Understanding Deleted Files, Unallocated Space, and Their Impact on E-Discovery

Topics: Artificial Intelligence, Client Relations, ediscovery, Efficiency, Legal Innovation, Midsize Law Firms Blog Posts, Talent Development


As e-discovery has risen into a major point of focus in modern litigation, it is important for lawyers without strong technology backgrounds to familiarize themselves with at least basic computer storage concepts. This blog post addresses some of the key points regarding deleted files and unallocated space, and how these concepts come into play in e-discovery.

Unallocated space, also referred to as “free space,” is the area on a hard drive where new files can be stored. Conversely, allocated space is the area on a hard drive where files already reside. Think of “allocated” storage space as already filled with data and not to be overwritten with other newer data, while “unallocated” space is available to store new data even though it may contain old data which would be overwritten by new data. While this may sound simple enough, to fully understand the properties of unallocated space, it is necessary to understand how files are stored on a computer.

Computer files are created in binary code (1s and 0s). A computer’s operating system reads a file by processing this series of 1s and 0s. When a user saves a file on a hard drive, it is stored using a file system that tracks the physical location of files in allocated space. These physical storage locations are called “sectors.” A sector is designed to hold 512 bytes of data. Depending on the type of encoding used, one character (e.g. the letter “C”) can take between one and four bytes, meaning that a sector will typically hold between 128 and 512 characters. Sequential groups of sectors (usually four or eight) are called “clusters.” On any physical storage device, there is a finite number of sectors, making them a scarce resource (even though hard drives often have hundreds of millions of storage clusters).

It is important for counsel to understand unallocated space from a technical perspective and tailor their e-discovery strategy accordingly.

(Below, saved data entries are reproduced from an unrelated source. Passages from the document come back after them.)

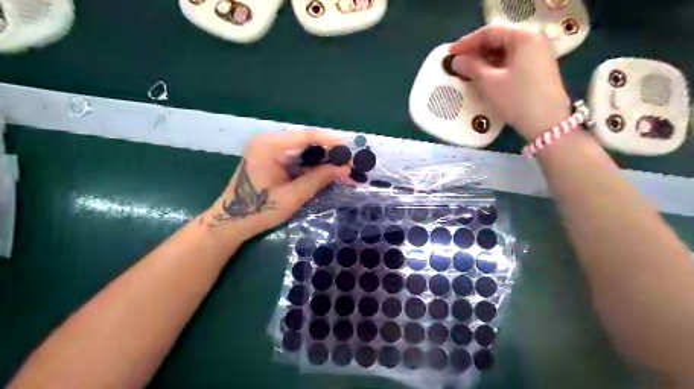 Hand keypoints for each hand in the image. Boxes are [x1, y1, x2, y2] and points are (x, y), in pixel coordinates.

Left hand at [201, 130, 352, 238]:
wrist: (231, 222)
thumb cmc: (259, 211)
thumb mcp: (293, 196)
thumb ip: (319, 179)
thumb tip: (345, 169)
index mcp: (270, 146)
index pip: (306, 136)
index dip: (330, 141)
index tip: (350, 148)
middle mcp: (268, 141)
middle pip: (305, 140)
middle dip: (328, 151)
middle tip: (348, 161)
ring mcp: (267, 148)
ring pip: (302, 148)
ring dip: (321, 158)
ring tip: (340, 167)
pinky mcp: (269, 158)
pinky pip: (295, 156)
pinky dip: (310, 163)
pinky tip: (324, 171)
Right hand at [450, 24, 568, 138]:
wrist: (547, 123)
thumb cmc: (517, 99)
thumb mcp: (489, 83)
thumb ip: (471, 68)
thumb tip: (456, 61)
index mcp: (523, 37)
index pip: (490, 32)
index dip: (467, 42)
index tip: (450, 53)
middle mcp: (533, 41)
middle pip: (499, 40)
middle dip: (476, 51)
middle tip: (458, 62)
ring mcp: (537, 56)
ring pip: (505, 52)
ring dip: (484, 60)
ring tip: (467, 71)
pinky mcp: (537, 70)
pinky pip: (511, 63)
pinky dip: (495, 68)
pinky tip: (484, 77) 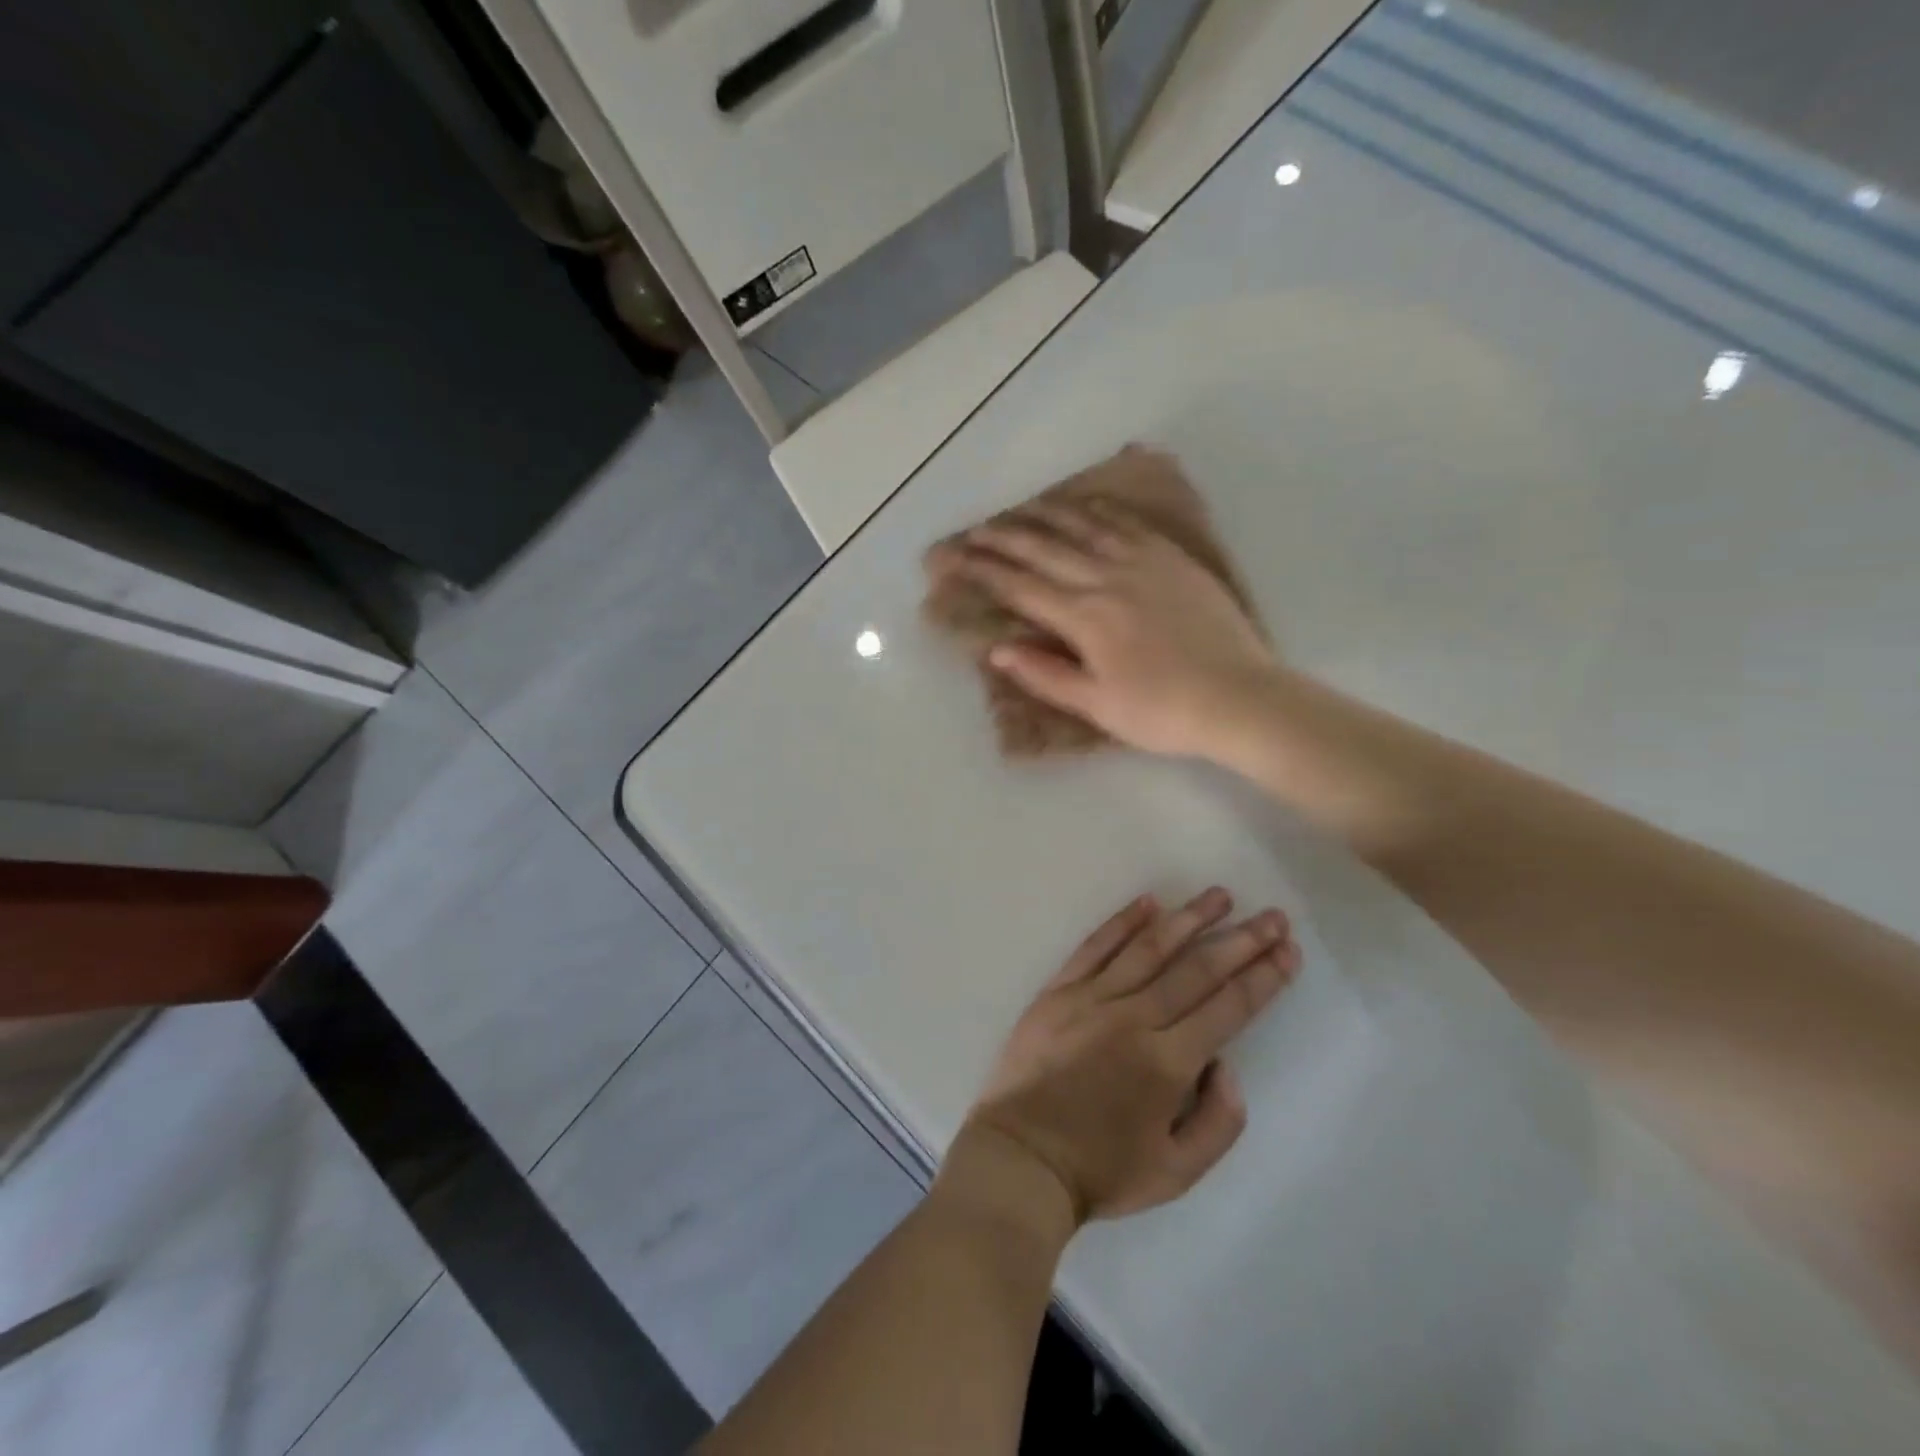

Since a hard drive has a limited amount of space, the file system tracks which clusters are in use and which ones are not. The file system does this by labeling a cluster with a “1” or a “0” value. “1” means that the space inside the cluster is being used to store all or part of a file (depending on how small it is). If the file is deleted, the file system labels the cluster as “0.” The change in the label does not cause the system to overwrite the data. Rather, the change signals to the file system that the space is available to store a new file. When a new file is stored, it will overwrite data on unallocated clusters and label these clusters with a “1.”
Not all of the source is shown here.